Sementara Badan Pusat Statistik (BPS) memprediksi inflasi akan mengalami kenaikan sebesar tiga persen dari kondisi saat ini, jika kenaikan harga bahan bakar minyak (BBM) diberlakukan oleh pemerintah. Sedangkan, Gubernur Bank Indonesia (BI) Darmin Nasution mengatakan laju inflasi pada akhir tahun bisa mencapai 6,8 persen, apabila BBM dinaikkan sebesar Rp 1.500 per liter dan kenaikan tarif tenaga listrik (TTL) jadi diberlakukan.

Sementara Koordinator Forum Nasional Serikat Petani Kelapa Sawit, Mansuetus Darto mengungkapkan, rencana pemerintah menaikan harga BBM pada 1 April nanti, dampaknya akan sangat menyengsarakan petani kelapa sawit dan Buruh Perkebunan hingga masyarakat adat.

“Jika ingin melihat implikasi dari kenaikan harga BBM tersebut pada petani yang menghadapi ketimpangan agraria seperti masyarakat dalam perkebunan tentunya dapat menciptakan kemiskinan baru,” katanya dalam keterangan tertulisnya kepada SENTANA, di Jakarta, Senin (26/3).

Ie mengungkapkan, selama beberapa periode kekuasaan pasca reformasi, kenaikan harga BBM tidak pernah diikuti dengan kenaikan harga TBS (Tandan Buah Sawit) yang dihasilkan petani sawit.

“Dampak lanjut dari Kenaikan BBM ini bagi petani kelapa sawit akan memperbesar biaya indek K (indek K adalah Potongan pabrik untuk TBS milik petani dalam rangka biaya pengolahan dan pengangkutan CPO-Crude Palm Oil) yang di atur dalam penentuan harga Komoditas kelapa sawit dan itu menguntungkan perusahaan perkebunan. Dalam proses ini, pengusaha perkebunan akan melibatkan petani sawit menanggung biaya tinggi dari kenaikan BBM tersebut melalui Indek K,” papar Darto.

Menurut dia, besarnya biaya ongkos pengangkutan Tandan Sawit dari kebun ke pabrik menjadi salah satu dampak terkait kenaikan BBM. Diperkirakan, kenaikan ongkos angkut tersebut sebesar 150 % dengan biaya angkut sebesar Rp 180/kg. Hal tersebut ditambah lagi dengan biaya lain seperti upah panen dan harga pengangkutan pupuk. Selain itu kondisi jalan yang rusak dalam rangka pengangkutan buah sawit juga akan berpengaruh pada naiknya transportasi pengangkutan. “Dengan demikian petani swadaya akan semakin terpuruk karena harga sawit akan ditentukan oleh tengkulak yang akan ditentukan lebih rendah lagi dari pabrik karena proses pengangkutan dan kondisi jalan yang kurang memadai,” tukasnya.

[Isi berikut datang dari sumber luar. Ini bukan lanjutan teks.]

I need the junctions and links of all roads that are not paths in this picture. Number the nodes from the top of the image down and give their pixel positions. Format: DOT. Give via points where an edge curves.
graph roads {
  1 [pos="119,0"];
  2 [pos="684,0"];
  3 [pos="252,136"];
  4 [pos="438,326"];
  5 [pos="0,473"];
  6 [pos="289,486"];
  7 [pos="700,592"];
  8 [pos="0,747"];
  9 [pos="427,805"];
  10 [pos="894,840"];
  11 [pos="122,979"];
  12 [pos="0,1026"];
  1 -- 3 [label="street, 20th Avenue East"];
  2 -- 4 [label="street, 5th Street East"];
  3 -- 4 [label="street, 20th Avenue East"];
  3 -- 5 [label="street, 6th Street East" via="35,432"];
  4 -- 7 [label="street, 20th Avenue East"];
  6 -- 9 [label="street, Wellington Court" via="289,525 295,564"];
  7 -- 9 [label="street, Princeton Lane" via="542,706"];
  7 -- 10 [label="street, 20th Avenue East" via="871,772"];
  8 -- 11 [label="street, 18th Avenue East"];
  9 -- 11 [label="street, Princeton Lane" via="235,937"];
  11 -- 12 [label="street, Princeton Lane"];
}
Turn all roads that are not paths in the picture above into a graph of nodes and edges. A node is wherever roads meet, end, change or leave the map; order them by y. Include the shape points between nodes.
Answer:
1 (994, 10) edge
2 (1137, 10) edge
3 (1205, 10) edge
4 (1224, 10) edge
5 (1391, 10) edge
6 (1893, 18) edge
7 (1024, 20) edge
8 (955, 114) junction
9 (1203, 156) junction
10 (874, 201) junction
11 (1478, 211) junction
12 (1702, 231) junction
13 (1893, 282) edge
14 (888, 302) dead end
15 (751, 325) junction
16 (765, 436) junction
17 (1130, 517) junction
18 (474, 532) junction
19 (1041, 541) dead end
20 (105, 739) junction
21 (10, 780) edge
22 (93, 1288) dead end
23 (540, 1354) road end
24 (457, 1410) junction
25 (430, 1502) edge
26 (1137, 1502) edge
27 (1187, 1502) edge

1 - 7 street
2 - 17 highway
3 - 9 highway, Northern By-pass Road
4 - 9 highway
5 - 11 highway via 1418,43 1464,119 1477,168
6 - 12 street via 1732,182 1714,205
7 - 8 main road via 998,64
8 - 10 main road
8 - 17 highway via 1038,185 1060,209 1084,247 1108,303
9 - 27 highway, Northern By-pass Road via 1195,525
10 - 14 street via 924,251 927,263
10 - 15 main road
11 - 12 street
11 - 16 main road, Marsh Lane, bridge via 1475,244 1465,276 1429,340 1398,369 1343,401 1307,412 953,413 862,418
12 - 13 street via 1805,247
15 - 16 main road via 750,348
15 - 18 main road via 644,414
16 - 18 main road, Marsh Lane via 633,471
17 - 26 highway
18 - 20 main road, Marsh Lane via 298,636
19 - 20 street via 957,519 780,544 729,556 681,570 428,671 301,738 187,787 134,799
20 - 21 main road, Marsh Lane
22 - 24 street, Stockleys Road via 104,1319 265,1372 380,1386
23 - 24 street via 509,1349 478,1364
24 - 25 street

Begitu pun buruh perkebunan yang statusnya Buruh Harian Lepas atau buruh kontrak yang jumlahnya 60% akan terkena dampak dari kenaikan BBM tersebut. “Upah buruh kontrak belum sesuai dengan standar kehidupan layak, karena standar upahnya selalu berada di bawah UMR (Upah Minimum Regional),” ungkapnya.

Menurutnya, kehidupan buruh kontrak ini belum mendapatkan perhatian dari pemerintah ataupun perusahaan perkebunan yang mempekerjakannya. Sementara biaya transportasi dan biaya kehidupan sehari-hari dan peralatan pekerjaan dibiayai sendiri oleh buruh. “Sehingga, kenaikan harga BBM selain menurunkan daya beli nya juga berpengaruh kepada nasib masa depannya dan hilangnya pekerjaan,” tukasnya.

Ia menambahkan, situasi konflik dalam perkebunan kelapa sawit yang terjadi selama ini juga harus menjadi sebuah pertimbangan tersendiri bagi pemerintah untuk masa depan kehidupan petani sawit dan buruh perkebunan. “Sesungguhnya, perkebunan kelapa sawit sebagaimana yang dicitrakan oleh pemerintah untuk kesejahteraan rakyat belumlah teruji dan masih pepesan kosong,” ketusnya.

Untuk itu, lanjut dia, bukan tidak mungkin, bahwa kenaikan harga BBM akan mempengaruhi secara langsung rumah tangga kehidupan petani dan buruh perkebunan dan tentunya kondisi itu akan memancing konflik dalam perkebunan yang lebih besar. “Kami sangat menolak n rencana pemerintah tersebut karena hanya akan menyengsarakan petani dan buruh serta masyarakat adat.